Consider Just Utility
To go back to my previous example, my 2014 UW Merfolk deck played three Mutavaults, two Tectonic Edges, full sets of Seachrome Coast, and Wanderwine Hub, and some Islands. The available utility lands that I didn't play were Cavern of Souls (I think, anyway. I really don't remember), Minamo, School at Water's Edge, and Oboro, Palace in the Clouds (which didn't do anything other than protect against Choke back then), additional copies of Mutavault and Edge maindeck, Ghost Quarter, and Faerie Conclave. That's neither a lot of power being given up nor much flexibility. It isn't zero, so there was an opportunity cost. It just wasn't particularly high.
These days, choosing Mutavault means giving up on all the previous cards plus all of the new ones. These include but are not limited to Waterlogged Grove, Otawara, Soaring City, Hall of Storm Giants, Field of Ruin, and Castle Vantress. Obviously, some of those are far more desirable in Merfolk than others, but the point is that there are more options and therefore more choices to make. More choices mean higher opportunity costs.
Consider Mana Requirements
In addition, the pressure to produce colored mana has increased. Back in 2014, Merfolk spells with two blue pips in the corner were limited to the eight Islandwalk lords and Kira, Great Glass-Spinner, which was a two-of maindeck. These days I'm running those lords plus full sets of Merfolk Trickster and Svyelun of Sea and Sky plus three Unsettled Mariner. Many other Merfolk decks are also running maindeck Subtlety. That's at least double the color requirements.
The math of this situation is well known. The more colored pips on spells, the more colored sources are needed to consistently cast said spells. Double-colored spells that cost two mana are particularly demanding of a mana base and require far more colored sources than more expensive spells to avoid stumbling. Thus, there's room for colorless utility lands, but given the increase in color requirements, that room is clearly shrinking.
On the subject of stumbling, having colorless lands in a color-hungry deck is going to lead to more stumbles out of the gate, as my Pioneer experience clearly shows. This didn't use to be such a problem because mana bases were worse and there were no free spells in Modern. Wizards was also anti-cantrip, so all decks were more inconsistent. Tripping on colored mana was less punishing because it was more likely that the opponent would stumble as well.

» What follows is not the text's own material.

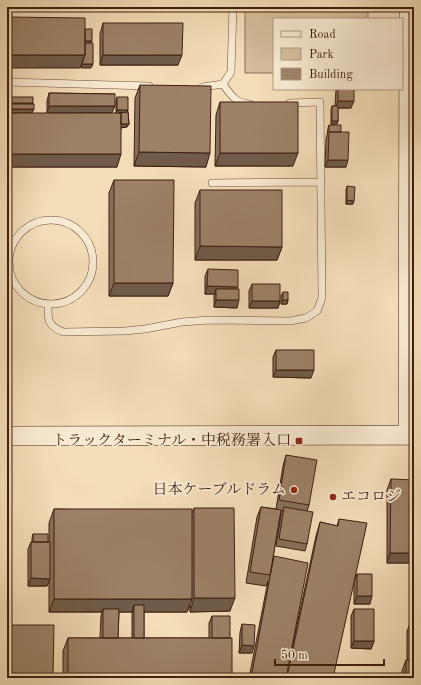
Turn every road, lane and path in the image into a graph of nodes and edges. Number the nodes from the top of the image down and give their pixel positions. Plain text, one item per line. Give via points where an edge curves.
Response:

Today, any early game stumble is magnified more than in earlier eras. The evoke elementals in Modern give any mana-screwed player the ability to get back in and the deluge of cheap interaction and threats means that missing a turn of board development makes getting back in much harder as the game goes on. Thus, the tempo risk of being unable to cast spells because of color problems is higher than before. For example, Mono-White Humans is ok adding any threat to the board and most of its threats cost a single white mana. Spirits wants to cast multiple blue spells a turn, and suffers when it can't.
Time To Reevaluate
I'm not saying that Mutavault and company are bad cards. That clearly isn't the case. What I am saying is that they're far more costly than they used to be. Players need to be aware of this as Magic continues to evolve and to take this changing landscape into account. It may not be appropriate or optimal to run colorless lands in mono-colored decks. Should Wizards continue to push creature lands, there may come a day when even tribal synergies aren't enough to run Mutavault over an aggressively priced on-color creature land.